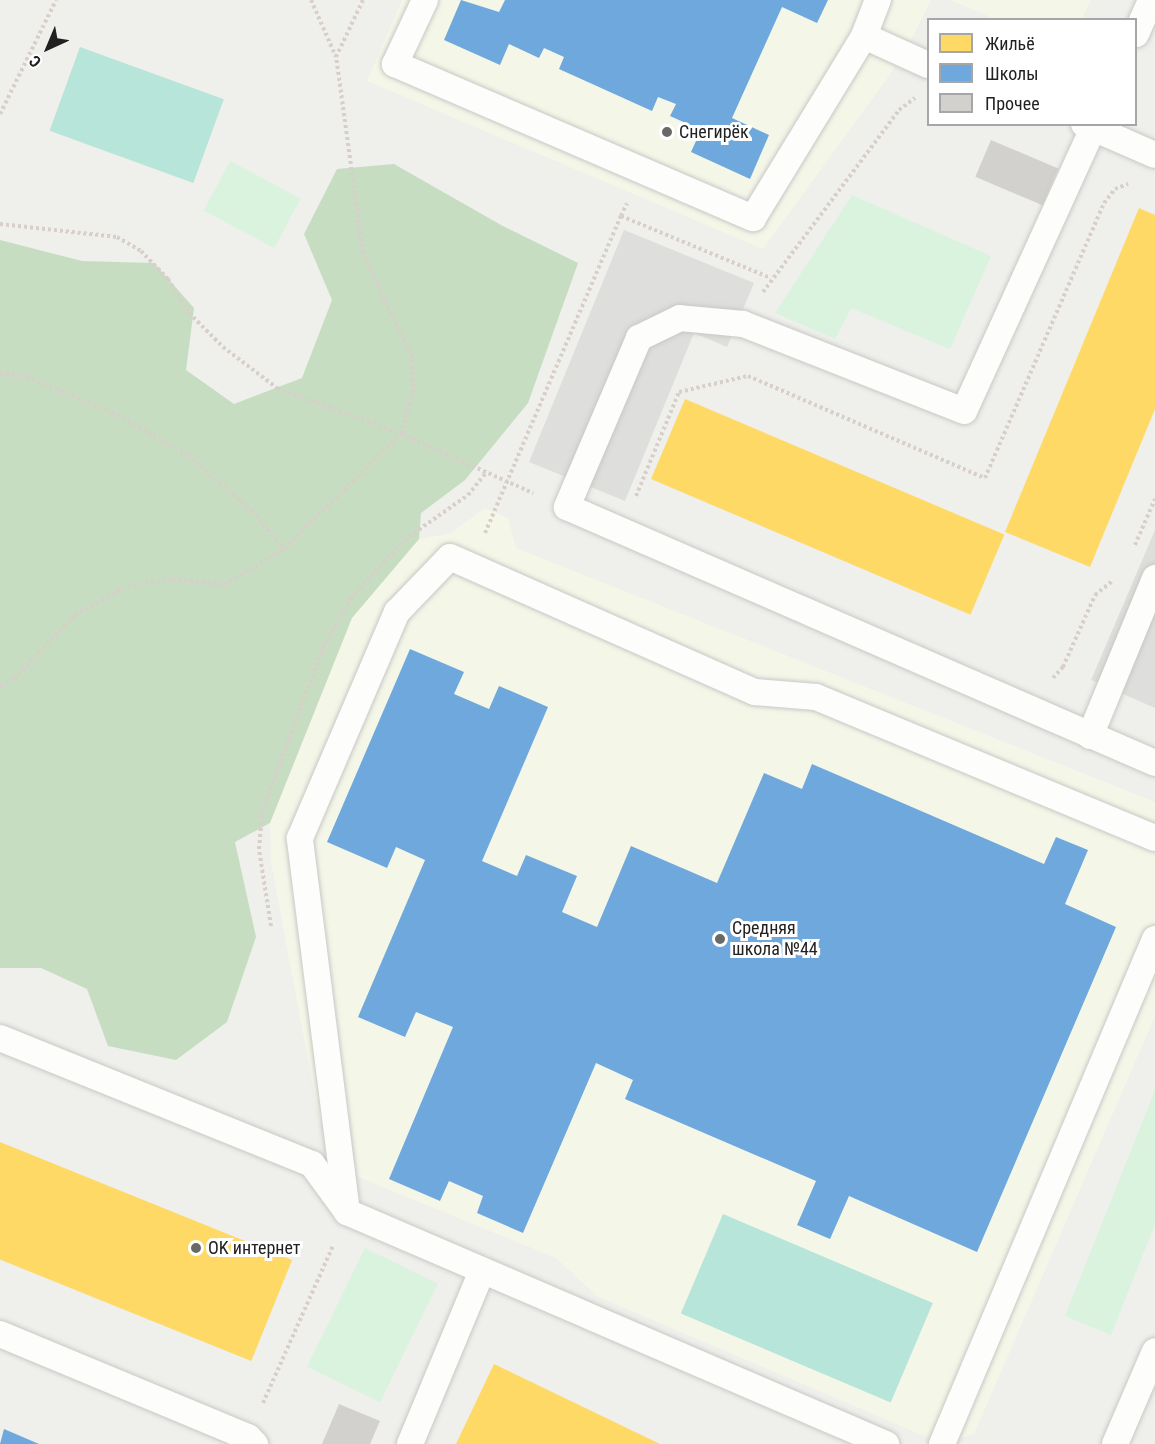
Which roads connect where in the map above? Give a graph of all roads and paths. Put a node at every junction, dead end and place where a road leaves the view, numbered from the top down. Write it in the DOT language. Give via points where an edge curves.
graph roads {
  1 [pos="56,0"];
  2 [pos="311,0"];
  3 [pos="363,0"];
  4 [pos="425,0"];
  5 [pos="878,0"];
  6 [pos="1151,0"];
  7 [pos="1137,32"];
  8 [pos="864,36"];
  9 [pos="336,57"];
  10 [pos="927,65"];
  11 [pos="921,93"];
  12 [pos="0,114"];
  13 [pos="1091,126"];
  14 [pos="1155,155"];
  15 [pos="1135,182"];
  16 [pos="0,224"];
  17 [pos="743,324"];
  18 [pos="0,373"];
  19 [pos="401,434"];
  20 [pos="505,481"];
  21 [pos="1155,499"];
  22 [pos="636,500"];
  23 [pos="567,507"];
  24 [pos="493,511"];
  25 [pos="284,549"];
  26 [pos="1133,550"];
  27 [pos="1117,576"];
  28 [pos="1155,578"];
  29 [pos="1044,680"];
  30 [pos="0,686"];
  31 [pos="1090,736"];
  32 [pos="1155,763"];
  33 [pos="1155,838"];
  34 [pos="1155,939"];
  35 [pos="0,1038"];
  36 [pos="347,1212"];
  37 [pos="482,1271"];
  38 [pos="0,1335"];
  39 [pos="1155,1352"];
  40 [pos="252,1440"];
  41 [pos="410,1444"];
  42 [pos="886,1444"];
  43 [pos="942,1444"];
  44 [pos="1115,1444"];
  1 -- 12 [label="path"];
  2 -- 9 [label="path"];
  3 -- 9 [label="path"];
  4 -- 8 [label="lane" via="396,64 753,218"];
  5 -- 8 [label="lane"];
  6 -- 7 [label="lane"];
  8 -- 10 [label="lane"];
  9 -- 19 [label="path" via="363,253 412,358 413,393"];
  11 -- 17 [label="path" via="899,110 771,278"];
  13 -- 14 [label="lane"];
  13 -- 17 [label="lane" via="964,411"];
  15 -- 22 [label="path" via="1114,189 1104,203 985,478 748,376 680,392"];
  16 -- 19 [label="path" via="117,237 155,265 189,313 223,347 277,388"];
  17 -- 23 [label="lane" via="680,318 639,338"];
  18 -- 25 [label="path" via="27,377 112,412 187,455 252,511"];
  19 -- 20 [label="path"];
  19 -- 25 [label="path"];
  20 -- 23 [label="path"];
  20 -- 24 [label="path"];
  21 -- 26 [label="path"];
  23 -- 31 [label="lane"];
  25 -- 30 [label="path" via="224,585 172,579 127,585 75,615 14,679"];
  27 -- 29 [label="path" via="1095,596 1063,667 1052,679"];
  28 -- 31 [label="lane"];
  31 -- 32 [label="lane"];
  33 -- 36 [label="lane" via="816,697 755,692 450,557 397,612 300,838"];
  34 -- 43 [label="lane"];
  35 -- 36 [label="lane" via="312,1164"];
  36 -- 37 [label="lane"];
  36 -- 40 [label="path"];
  37 -- 41 [label="lane"];
  37 -- 42 [label="lane"];
  38 -- 40 [label="lane"];
  39 -- 44 [label="lane"];
}
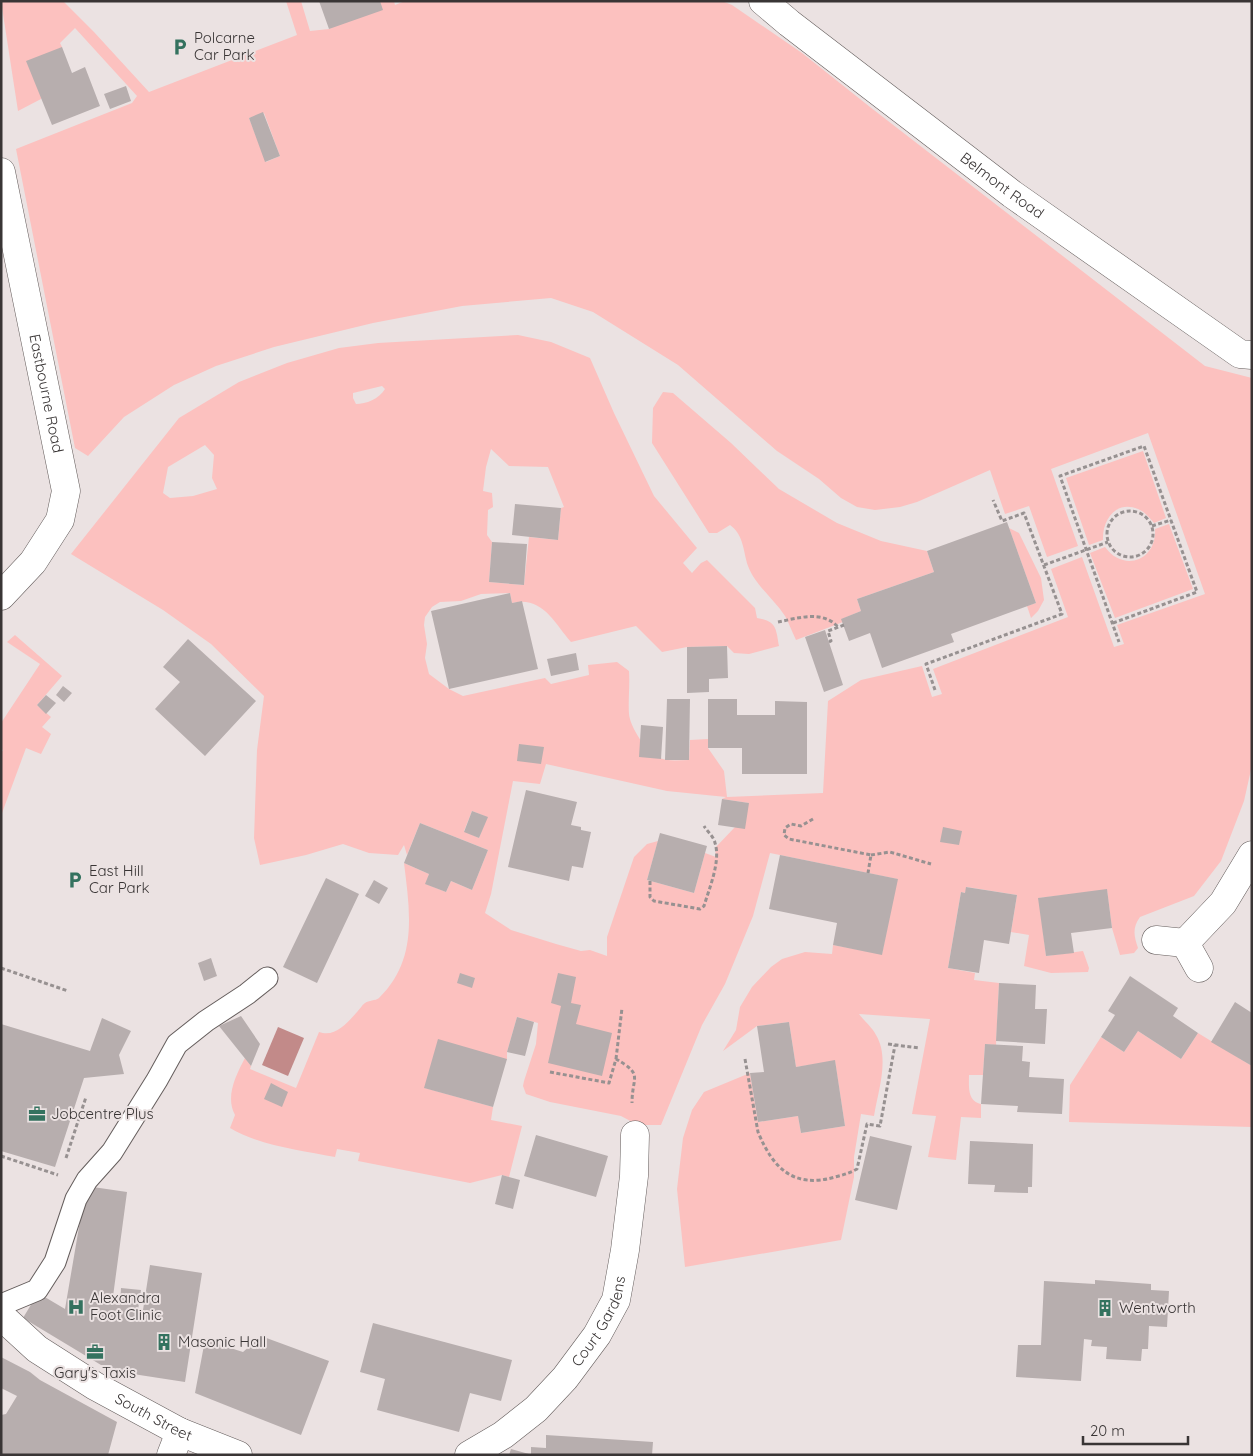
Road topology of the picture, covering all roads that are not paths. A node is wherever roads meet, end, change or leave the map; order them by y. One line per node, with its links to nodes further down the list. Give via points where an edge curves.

⁂

Requirement: For every entry, return its exact wording and leave out any image.

Expected answer:
Which roads connect where in the map above? Give a graph of all roads and paths. Put a node at every junction, dead end and place where a road leaves the view, numbered from the top down. Write it in the DOT language. Give via points where an edge curves.
graph roads {
  1 [pos="56,0"];
  2 [pos="311,0"];
  3 [pos="363,0"];
  4 [pos="425,0"];
  5 [pos="878,0"];
  6 [pos="1151,0"];
  7 [pos="1137,32"];
  8 [pos="864,36"];
  9 [pos="336,57"];
  10 [pos="927,65"];
  11 [pos="921,93"];
  12 [pos="0,114"];
  13 [pos="1091,126"];
  14 [pos="1155,155"];
  15 [pos="1135,182"];
  16 [pos="0,224"];
  17 [pos="743,324"];
  18 [pos="0,373"];
  19 [pos="401,434"];
  20 [pos="505,481"];
  21 [pos="1155,499"];
  22 [pos="636,500"];
  23 [pos="567,507"];
  24 [pos="493,511"];
  25 [pos="284,549"];
  26 [pos="1133,550"];
  27 [pos="1117,576"];
  28 [pos="1155,578"];
  29 [pos="1044,680"];
  30 [pos="0,686"];
  31 [pos="1090,736"];
  32 [pos="1155,763"];
  33 [pos="1155,838"];
  34 [pos="1155,939"];
  35 [pos="0,1038"];
  36 [pos="347,1212"];
  37 [pos="482,1271"];
  38 [pos="0,1335"];
  39 [pos="1155,1352"];
  40 [pos="252,1440"];
  41 [pos="410,1444"];
  42 [pos="886,1444"];
  43 [pos="942,1444"];
  44 [pos="1115,1444"];
  1 -- 12 [label="path"];
  2 -- 9 [label="path"];
  3 -- 9 [label="path"];
  4 -- 8 [label="lane" via="396,64 753,218"];
  5 -- 8 [label="lane"];
  6 -- 7 [label="lane"];
  8 -- 10 [label="lane"];
  9 -- 19 [label="path" via="363,253 412,358 413,393"];
  11 -- 17 [label="path" via="899,110 771,278"];
  13 -- 14 [label="lane"];
  13 -- 17 [label="lane" via="964,411"];
  15 -- 22 [label="path" via="1114,189 1104,203 985,478 748,376 680,392"];
  16 -- 19 [label="path" via="117,237 155,265 189,313 223,347 277,388"];
  17 -- 23 [label="lane" via="680,318 639,338"];
  18 -- 25 [label="path" via="27,377 112,412 187,455 252,511"];
  19 -- 20 [label="path"];
  19 -- 25 [label="path"];
  20 -- 23 [label="path"];
  20 -- 24 [label="path"];
  21 -- 26 [label="path"];
  23 -- 31 [label="lane"];
  25 -- 30 [label="path" via="224,585 172,579 127,585 75,615 14,679"];
  27 -- 29 [label="path" via="1095,596 1063,667 1052,679"];
  28 -- 31 [label="lane"];
  31 -- 32 [label="lane"];
  33 -- 36 [label="lane" via="816,697 755,692 450,557 397,612 300,838"];
  34 -- 43 [label="lane"];
  35 -- 36 [label="lane" via="312,1164"];
  36 -- 37 [label="lane"];
  36 -- 40 [label="path"];
  37 -- 41 [label="lane"];
  37 -- 42 [label="lane"];
  38 -- 40 [label="lane"];
  39 -- 44 [label="lane"];
}
Road topology of the picture, covering all roads that are not paths. A node is wherever roads meet, end, change or leave the map; order them by y. One line per node, with its links to nodes further down the list. Give via points where an edge curves.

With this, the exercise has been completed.